**Try it**
Work out how many lines in this listing hold the word "Camp", and give the number with nothing added.

**Provided data**

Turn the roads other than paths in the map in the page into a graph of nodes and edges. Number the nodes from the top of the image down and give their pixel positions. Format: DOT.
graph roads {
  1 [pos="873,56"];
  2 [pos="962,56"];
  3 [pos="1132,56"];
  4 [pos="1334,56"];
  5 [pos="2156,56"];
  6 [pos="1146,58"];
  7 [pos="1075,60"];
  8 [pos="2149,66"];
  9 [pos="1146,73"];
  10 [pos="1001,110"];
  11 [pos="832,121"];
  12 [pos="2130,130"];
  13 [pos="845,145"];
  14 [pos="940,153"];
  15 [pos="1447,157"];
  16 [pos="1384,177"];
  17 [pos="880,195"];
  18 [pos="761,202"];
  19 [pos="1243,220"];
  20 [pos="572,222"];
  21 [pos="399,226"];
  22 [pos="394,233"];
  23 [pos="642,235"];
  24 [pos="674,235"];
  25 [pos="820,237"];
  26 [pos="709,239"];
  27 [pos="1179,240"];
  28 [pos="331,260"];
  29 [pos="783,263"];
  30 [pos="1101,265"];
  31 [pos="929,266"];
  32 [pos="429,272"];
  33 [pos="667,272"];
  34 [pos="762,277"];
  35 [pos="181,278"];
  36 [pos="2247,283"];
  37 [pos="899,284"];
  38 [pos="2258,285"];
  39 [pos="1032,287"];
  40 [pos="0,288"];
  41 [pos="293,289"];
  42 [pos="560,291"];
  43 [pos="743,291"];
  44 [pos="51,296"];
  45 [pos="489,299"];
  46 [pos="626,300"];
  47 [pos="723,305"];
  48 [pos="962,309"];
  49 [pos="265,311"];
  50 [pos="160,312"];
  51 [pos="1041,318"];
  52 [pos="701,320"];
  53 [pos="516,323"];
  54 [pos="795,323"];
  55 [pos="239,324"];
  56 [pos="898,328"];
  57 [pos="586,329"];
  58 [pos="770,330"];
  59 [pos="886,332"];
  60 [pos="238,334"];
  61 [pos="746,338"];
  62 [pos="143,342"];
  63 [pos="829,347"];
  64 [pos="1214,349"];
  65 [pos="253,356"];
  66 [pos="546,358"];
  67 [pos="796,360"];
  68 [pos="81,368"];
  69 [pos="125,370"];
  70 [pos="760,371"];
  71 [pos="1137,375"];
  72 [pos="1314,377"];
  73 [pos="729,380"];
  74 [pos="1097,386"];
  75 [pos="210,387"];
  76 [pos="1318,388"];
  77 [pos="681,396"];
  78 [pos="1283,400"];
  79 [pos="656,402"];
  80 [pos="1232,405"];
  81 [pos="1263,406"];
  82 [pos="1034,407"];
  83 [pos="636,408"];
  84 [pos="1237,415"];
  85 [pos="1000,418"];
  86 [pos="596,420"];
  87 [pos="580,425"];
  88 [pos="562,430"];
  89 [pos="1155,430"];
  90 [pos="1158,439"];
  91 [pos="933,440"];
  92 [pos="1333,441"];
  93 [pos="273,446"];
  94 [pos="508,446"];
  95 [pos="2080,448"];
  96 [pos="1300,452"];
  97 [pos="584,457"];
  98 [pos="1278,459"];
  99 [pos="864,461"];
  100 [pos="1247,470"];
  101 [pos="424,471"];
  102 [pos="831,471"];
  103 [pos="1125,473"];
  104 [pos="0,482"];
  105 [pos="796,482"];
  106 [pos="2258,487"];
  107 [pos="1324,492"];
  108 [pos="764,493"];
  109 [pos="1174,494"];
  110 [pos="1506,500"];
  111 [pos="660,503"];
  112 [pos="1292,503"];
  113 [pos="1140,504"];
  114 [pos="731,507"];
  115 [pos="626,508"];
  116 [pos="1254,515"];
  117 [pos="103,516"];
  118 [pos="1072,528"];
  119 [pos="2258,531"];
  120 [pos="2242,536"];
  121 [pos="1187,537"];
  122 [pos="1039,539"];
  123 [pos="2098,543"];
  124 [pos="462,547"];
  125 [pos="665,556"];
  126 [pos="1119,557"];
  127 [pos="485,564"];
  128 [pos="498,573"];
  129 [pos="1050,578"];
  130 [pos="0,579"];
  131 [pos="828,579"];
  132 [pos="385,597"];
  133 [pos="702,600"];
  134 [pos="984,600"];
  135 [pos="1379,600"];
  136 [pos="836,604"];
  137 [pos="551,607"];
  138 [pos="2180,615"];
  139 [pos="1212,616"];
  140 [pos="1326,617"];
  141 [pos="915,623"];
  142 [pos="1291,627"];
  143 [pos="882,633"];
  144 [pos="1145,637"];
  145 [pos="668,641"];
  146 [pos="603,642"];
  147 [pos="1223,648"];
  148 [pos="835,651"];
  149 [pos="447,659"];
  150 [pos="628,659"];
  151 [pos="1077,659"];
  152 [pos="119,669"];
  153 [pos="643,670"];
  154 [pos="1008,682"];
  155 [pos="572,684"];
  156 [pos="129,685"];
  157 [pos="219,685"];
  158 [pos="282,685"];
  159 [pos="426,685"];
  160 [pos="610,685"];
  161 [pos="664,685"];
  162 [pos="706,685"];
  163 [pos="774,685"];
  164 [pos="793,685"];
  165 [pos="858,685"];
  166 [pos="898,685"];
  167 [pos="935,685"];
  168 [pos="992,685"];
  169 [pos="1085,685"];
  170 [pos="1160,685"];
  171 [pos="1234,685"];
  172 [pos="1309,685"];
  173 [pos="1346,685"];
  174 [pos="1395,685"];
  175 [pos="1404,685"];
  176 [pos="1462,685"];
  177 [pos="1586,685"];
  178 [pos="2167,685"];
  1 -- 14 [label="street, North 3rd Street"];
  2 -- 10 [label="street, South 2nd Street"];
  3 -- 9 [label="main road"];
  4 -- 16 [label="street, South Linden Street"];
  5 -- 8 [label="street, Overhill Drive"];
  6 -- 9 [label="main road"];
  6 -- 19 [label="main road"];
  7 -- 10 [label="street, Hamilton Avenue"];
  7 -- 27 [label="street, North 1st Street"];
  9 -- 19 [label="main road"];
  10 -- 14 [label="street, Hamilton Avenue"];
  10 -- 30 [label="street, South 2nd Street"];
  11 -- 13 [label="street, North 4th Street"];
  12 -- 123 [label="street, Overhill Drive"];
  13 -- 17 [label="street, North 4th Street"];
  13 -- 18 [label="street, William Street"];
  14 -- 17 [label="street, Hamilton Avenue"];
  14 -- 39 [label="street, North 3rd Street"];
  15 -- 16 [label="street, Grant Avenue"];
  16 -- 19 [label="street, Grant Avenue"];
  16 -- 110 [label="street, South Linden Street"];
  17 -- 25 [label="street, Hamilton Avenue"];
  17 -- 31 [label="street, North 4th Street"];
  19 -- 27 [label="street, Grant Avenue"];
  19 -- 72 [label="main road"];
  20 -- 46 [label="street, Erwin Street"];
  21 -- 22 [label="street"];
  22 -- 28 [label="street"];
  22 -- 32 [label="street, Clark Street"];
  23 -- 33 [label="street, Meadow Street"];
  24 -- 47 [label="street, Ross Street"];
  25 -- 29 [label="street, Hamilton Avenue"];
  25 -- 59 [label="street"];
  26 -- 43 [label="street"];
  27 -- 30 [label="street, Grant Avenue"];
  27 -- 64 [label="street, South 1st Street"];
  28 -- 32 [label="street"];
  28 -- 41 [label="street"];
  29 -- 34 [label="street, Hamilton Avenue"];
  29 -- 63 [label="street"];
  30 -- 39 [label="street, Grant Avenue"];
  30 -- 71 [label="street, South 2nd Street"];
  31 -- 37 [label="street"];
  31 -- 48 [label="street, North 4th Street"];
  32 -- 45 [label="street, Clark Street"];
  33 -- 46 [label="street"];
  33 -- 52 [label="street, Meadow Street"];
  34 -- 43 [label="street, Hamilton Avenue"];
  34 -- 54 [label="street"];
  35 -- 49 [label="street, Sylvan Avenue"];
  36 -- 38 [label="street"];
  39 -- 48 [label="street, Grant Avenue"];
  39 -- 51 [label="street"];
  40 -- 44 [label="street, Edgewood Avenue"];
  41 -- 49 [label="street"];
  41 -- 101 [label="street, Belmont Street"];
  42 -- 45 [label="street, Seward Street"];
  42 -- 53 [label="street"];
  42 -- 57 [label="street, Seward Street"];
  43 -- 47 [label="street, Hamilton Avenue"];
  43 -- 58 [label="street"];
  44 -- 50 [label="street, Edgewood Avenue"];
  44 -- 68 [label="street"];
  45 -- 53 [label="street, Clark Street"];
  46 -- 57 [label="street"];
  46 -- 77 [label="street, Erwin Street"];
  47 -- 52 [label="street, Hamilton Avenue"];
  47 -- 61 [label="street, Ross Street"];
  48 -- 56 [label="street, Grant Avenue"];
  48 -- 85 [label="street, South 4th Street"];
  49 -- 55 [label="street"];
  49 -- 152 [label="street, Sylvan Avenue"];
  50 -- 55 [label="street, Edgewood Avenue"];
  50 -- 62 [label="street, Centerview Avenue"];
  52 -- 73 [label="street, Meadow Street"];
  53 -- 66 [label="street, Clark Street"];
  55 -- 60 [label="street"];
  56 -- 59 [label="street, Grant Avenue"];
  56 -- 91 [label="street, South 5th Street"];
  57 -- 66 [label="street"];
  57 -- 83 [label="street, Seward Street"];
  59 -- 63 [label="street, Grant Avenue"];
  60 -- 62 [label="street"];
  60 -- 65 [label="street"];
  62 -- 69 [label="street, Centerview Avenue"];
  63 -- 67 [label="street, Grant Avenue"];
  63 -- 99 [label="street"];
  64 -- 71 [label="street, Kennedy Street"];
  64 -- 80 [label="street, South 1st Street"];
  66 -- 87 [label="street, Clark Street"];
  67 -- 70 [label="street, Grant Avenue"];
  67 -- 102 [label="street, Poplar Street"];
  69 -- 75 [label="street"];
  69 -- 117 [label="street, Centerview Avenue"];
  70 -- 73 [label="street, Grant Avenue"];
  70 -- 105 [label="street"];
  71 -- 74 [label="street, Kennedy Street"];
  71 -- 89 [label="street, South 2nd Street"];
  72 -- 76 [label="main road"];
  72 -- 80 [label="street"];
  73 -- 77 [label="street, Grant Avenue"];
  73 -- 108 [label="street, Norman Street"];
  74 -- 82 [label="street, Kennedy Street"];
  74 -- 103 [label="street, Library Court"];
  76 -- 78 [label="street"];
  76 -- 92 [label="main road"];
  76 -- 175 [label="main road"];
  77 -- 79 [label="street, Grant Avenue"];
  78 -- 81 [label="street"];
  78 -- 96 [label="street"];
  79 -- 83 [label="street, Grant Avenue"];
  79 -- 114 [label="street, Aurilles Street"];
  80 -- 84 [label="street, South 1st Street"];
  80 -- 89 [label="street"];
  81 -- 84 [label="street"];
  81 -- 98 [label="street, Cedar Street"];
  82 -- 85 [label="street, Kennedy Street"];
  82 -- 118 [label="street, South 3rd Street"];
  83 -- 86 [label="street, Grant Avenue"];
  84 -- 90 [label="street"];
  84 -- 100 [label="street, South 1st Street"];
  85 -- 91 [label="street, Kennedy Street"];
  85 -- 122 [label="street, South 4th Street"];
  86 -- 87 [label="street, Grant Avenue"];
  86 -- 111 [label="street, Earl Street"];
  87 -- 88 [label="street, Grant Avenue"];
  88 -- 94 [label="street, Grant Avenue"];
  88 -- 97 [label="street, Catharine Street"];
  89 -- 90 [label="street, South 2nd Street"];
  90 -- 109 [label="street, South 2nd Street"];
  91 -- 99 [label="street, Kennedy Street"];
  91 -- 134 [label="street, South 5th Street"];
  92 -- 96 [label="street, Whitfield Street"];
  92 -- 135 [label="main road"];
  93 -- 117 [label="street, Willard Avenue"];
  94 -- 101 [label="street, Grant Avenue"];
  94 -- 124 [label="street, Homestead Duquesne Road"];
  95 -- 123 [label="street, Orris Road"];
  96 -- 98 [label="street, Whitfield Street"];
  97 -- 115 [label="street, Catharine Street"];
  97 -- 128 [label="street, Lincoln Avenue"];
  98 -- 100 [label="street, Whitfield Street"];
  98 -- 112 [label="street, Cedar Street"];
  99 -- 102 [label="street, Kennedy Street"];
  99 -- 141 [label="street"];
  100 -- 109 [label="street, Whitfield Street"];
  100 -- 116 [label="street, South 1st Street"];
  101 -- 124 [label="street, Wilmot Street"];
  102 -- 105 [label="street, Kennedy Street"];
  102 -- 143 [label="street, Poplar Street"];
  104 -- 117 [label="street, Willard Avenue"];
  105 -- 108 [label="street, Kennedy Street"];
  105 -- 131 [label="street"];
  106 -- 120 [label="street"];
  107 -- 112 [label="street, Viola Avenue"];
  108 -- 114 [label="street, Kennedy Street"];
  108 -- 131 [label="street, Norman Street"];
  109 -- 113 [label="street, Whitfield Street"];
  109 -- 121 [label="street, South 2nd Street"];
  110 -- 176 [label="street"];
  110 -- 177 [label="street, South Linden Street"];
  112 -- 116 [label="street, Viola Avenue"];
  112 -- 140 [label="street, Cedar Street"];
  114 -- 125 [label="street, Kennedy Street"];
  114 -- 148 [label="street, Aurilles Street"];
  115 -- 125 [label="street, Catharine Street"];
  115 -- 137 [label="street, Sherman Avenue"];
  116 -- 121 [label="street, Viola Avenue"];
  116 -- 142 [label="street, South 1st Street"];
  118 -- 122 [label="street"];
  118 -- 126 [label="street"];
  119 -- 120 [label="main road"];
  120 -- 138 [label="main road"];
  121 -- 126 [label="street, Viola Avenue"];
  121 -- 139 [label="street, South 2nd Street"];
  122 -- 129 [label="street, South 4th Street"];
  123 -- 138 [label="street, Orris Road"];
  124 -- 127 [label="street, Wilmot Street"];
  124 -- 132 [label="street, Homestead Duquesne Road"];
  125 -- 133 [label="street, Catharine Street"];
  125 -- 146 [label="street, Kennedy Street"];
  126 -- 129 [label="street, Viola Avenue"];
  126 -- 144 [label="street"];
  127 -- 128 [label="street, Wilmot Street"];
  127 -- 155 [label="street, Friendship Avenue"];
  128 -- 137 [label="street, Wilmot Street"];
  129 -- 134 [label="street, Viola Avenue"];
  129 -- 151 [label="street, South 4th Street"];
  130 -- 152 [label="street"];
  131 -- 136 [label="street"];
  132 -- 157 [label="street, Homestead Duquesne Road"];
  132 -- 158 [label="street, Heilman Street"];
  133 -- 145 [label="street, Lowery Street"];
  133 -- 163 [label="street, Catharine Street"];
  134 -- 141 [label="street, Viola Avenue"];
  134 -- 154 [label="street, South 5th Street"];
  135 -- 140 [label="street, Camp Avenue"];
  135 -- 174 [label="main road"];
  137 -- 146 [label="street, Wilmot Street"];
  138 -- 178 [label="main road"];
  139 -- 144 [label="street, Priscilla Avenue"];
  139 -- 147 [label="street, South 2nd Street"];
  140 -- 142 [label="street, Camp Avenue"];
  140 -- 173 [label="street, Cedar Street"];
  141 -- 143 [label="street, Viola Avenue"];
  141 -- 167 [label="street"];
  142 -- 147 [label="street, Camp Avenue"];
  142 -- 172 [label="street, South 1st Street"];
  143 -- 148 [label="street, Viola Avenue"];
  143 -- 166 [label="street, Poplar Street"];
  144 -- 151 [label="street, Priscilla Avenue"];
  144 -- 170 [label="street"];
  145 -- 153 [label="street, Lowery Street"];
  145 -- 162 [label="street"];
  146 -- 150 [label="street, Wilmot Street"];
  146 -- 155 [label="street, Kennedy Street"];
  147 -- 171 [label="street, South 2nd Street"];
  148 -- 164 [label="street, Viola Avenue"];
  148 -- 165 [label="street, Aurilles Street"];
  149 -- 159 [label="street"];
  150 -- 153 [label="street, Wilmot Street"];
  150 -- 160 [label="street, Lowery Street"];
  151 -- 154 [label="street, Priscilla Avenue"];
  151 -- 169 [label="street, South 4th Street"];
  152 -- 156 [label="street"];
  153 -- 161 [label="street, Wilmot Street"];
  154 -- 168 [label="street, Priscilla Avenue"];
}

**Reply**
3